Exercise ::
Type out the data exactly as given. Skip any image.
============================================================
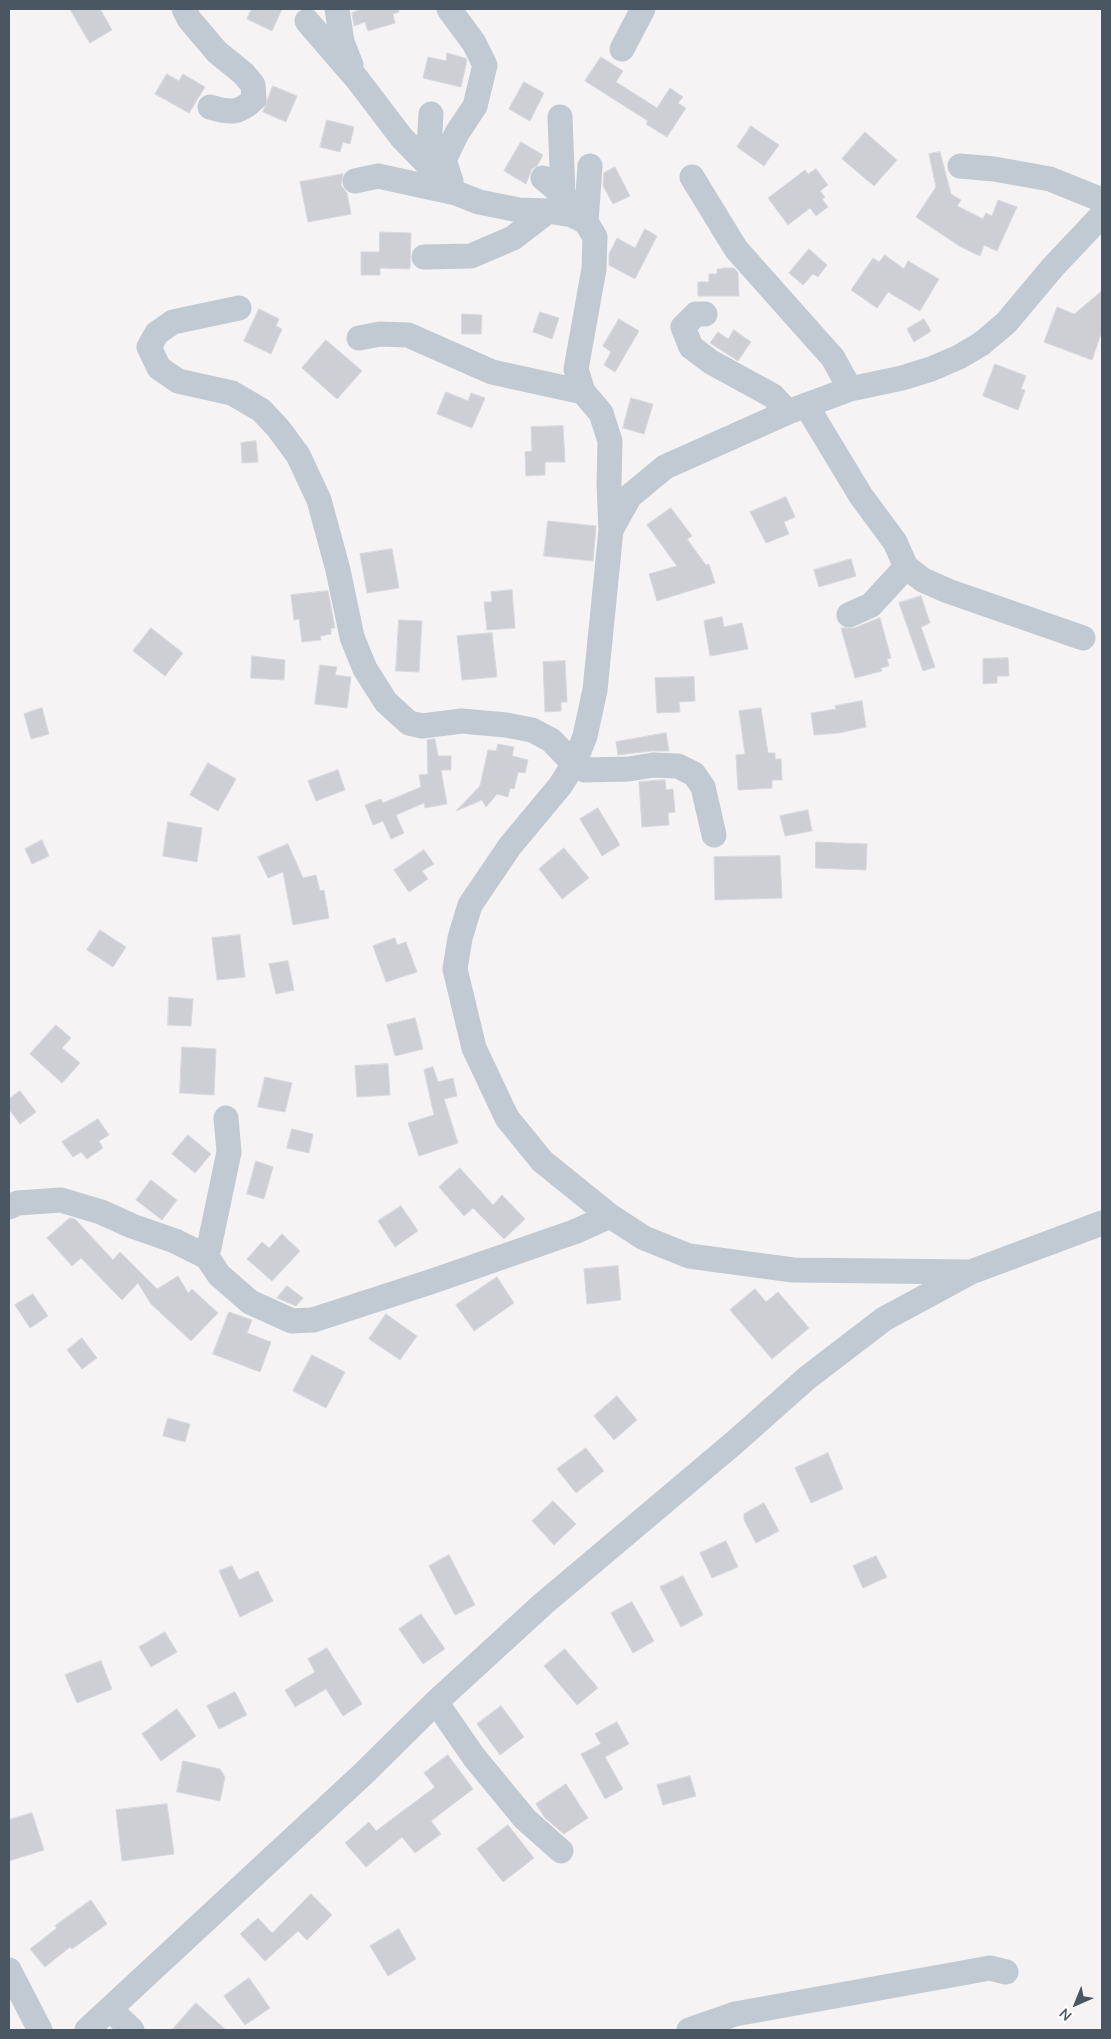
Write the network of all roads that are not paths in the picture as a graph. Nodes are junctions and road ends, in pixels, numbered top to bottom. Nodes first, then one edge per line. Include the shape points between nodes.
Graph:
1 (184, 9) edge
2 (337, 9) edge
3 (449, 9) edge
4 (643, 9) edge
5 (307, 20) dead end
6 (622, 49) dead end
7 (357, 79) junction
8 (210, 107) dead end
9 (431, 114) dead end
10 (560, 118) dead end
11 (590, 166) dead end
12 (960, 166) dead end
13 (692, 177) dead end
14 (543, 178) dead end
15 (355, 181) dead end
16 (456, 193) junction
17 (1102, 200) edge
18 (556, 203) junction
19 (1102, 215) edge
20 (586, 222) junction
21 (424, 257) dead end
22 (239, 308) dead end
23 (705, 314) dead end
24 (359, 338) dead end
25 (850, 389) junction
26 (583, 392) junction
27 (797, 409) junction
28 (611, 530) junction
29 (906, 567) junction
30 (850, 616) dead end
31 (1083, 638) dead end
32 (574, 764) junction
33 (714, 835) dead end
34 (226, 1118) dead end
35 (9, 1207) edge
36 (610, 1216) junction
37 (1102, 1223) edge
38 (207, 1258) junction
39 (971, 1272) junction
40 (436, 1702) junction
41 (561, 1851) dead end
42 (9, 1970) edge
43 (1006, 1972) dead end
44 (110, 2009) junction
45 (40, 2030) edge
46 (87, 2030) edge
47 (132, 2030) edge
48 (689, 2030) edge

1 - 8 street via 217,52 253,85 254,99 244,109 226,112
2 - 7 street via 342,42
3 - 16 street via 474,43 485,65 475,106 456,133 444,160
4 - 6 street
5 - 7 street
7 - 16 street via 402,138
9 - 16 street via 429,147 438,174
10 - 18 street
11 - 20 street
12 - 17 street via 1050,179
13 - 25 street via 736,249 833,358
14 - 18 street
15 - 16 street via 378,176
16 - 18 street via 479,202 511,208
18 - 20 street
18 - 21 street via 513,238 470,256
19 - 25 street via 1006,322 981,344 931,370
20 - 26 street via 595,237 594,269 576,368
22 - 32 street via 173,322 157,333 149,347 158,368 178,381 232,393 261,410 298,455 319,500 352,637 365,669 386,702 409,723 422,726 462,721 532,730 551,740
23 - 27 street via 696,314 683,327 691,347 710,362
24 - 26 street via 380,334 408,335 492,372
25 - 27 street
26 - 28 street via 601,413 610,441
27 - 28 street via 665,467 630,496
27 - 29 street via 895,542
28 - 32 street via 595,690 586,736
29 - 30 street via 871,605
29 - 31 street via 923,580 948,591
32 - 33 street via 585,770 598,771 653,765 678,766 694,774 703,787
32 - 36 street via 510,846 470,905 455,969 474,1048 507,1118 542,1161
34 - 38 street via 230,1152
35 - 38 street via 18,1203 61,1200 175,1241
36 - 38 street via 574,1232 313,1320 292,1321 250,1302 219,1275
36 - 39 street via 644,1238 688,1256 793,1270
37 - 39 street
39 - 40 street via 884,1319 807,1378 543,1604
40 - 41 street via 474,1758 514,1806
40 - 44 street
42 - 45 street
43 - 48 street via 990,1968 735,2014
44 - 46 street
44 - 47 street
============================================================
Solution to this problem ::
Write the network of all roads that are not paths in the picture as a graph. Nodes are junctions and road ends, in pixels, numbered top to bottom. Nodes first, then one edge per line. Include the shape points between nodes.
Graph:
1 (184, 9) edge
2 (337, 9) edge
3 (449, 9) edge
4 (643, 9) edge
5 (307, 20) dead end
6 (622, 49) dead end
7 (357, 79) junction
8 (210, 107) dead end
9 (431, 114) dead end
10 (560, 118) dead end
11 (590, 166) dead end
12 (960, 166) dead end
13 (692, 177) dead end
14 (543, 178) dead end
15 (355, 181) dead end
16 (456, 193) junction
17 (1102, 200) edge
18 (556, 203) junction
19 (1102, 215) edge
20 (586, 222) junction
21 (424, 257) dead end
22 (239, 308) dead end
23 (705, 314) dead end
24 (359, 338) dead end
25 (850, 389) junction
26 (583, 392) junction
27 (797, 409) junction
28 (611, 530) junction
29 (906, 567) junction
30 (850, 616) dead end
31 (1083, 638) dead end
32 (574, 764) junction
33 (714, 835) dead end
34 (226, 1118) dead end
35 (9, 1207) edge
36 (610, 1216) junction
37 (1102, 1223) edge
38 (207, 1258) junction
39 (971, 1272) junction
40 (436, 1702) junction
41 (561, 1851) dead end
42 (9, 1970) edge
43 (1006, 1972) dead end
44 (110, 2009) junction
45 (40, 2030) edge
46 (87, 2030) edge
47 (132, 2030) edge
48 (689, 2030) edge

1 - 8 street via 217,52 253,85 254,99 244,109 226,112
2 - 7 street via 342,42
3 - 16 street via 474,43 485,65 475,106 456,133 444,160
4 - 6 street
5 - 7 street
7 - 16 street via 402,138
9 - 16 street via 429,147 438,174
10 - 18 street
11 - 20 street
12 - 17 street via 1050,179
13 - 25 street via 736,249 833,358
14 - 18 street
15 - 16 street via 378,176
16 - 18 street via 479,202 511,208
18 - 20 street
18 - 21 street via 513,238 470,256
19 - 25 street via 1006,322 981,344 931,370
20 - 26 street via 595,237 594,269 576,368
22 - 32 street via 173,322 157,333 149,347 158,368 178,381 232,393 261,410 298,455 319,500 352,637 365,669 386,702 409,723 422,726 462,721 532,730 551,740
23 - 27 street via 696,314 683,327 691,347 710,362
24 - 26 street via 380,334 408,335 492,372
25 - 27 street
26 - 28 street via 601,413 610,441
27 - 28 street via 665,467 630,496
27 - 29 street via 895,542
28 - 32 street via 595,690 586,736
29 - 30 street via 871,605
29 - 31 street via 923,580 948,591
32 - 33 street via 585,770 598,771 653,765 678,766 694,774 703,787
32 - 36 street via 510,846 470,905 455,969 474,1048 507,1118 542,1161
34 - 38 street via 230,1152
35 - 38 street via 18,1203 61,1200 175,1241
36 - 38 street via 574,1232 313,1320 292,1321 250,1302 219,1275
36 - 39 street via 644,1238 688,1256 793,1270
37 - 39 street
39 - 40 street via 884,1319 807,1378 543,1604
40 - 41 street via 474,1758 514,1806
40 - 44 street
42 - 45 street
43 - 48 street via 990,1968 735,2014
44 - 46 street
44 - 47 street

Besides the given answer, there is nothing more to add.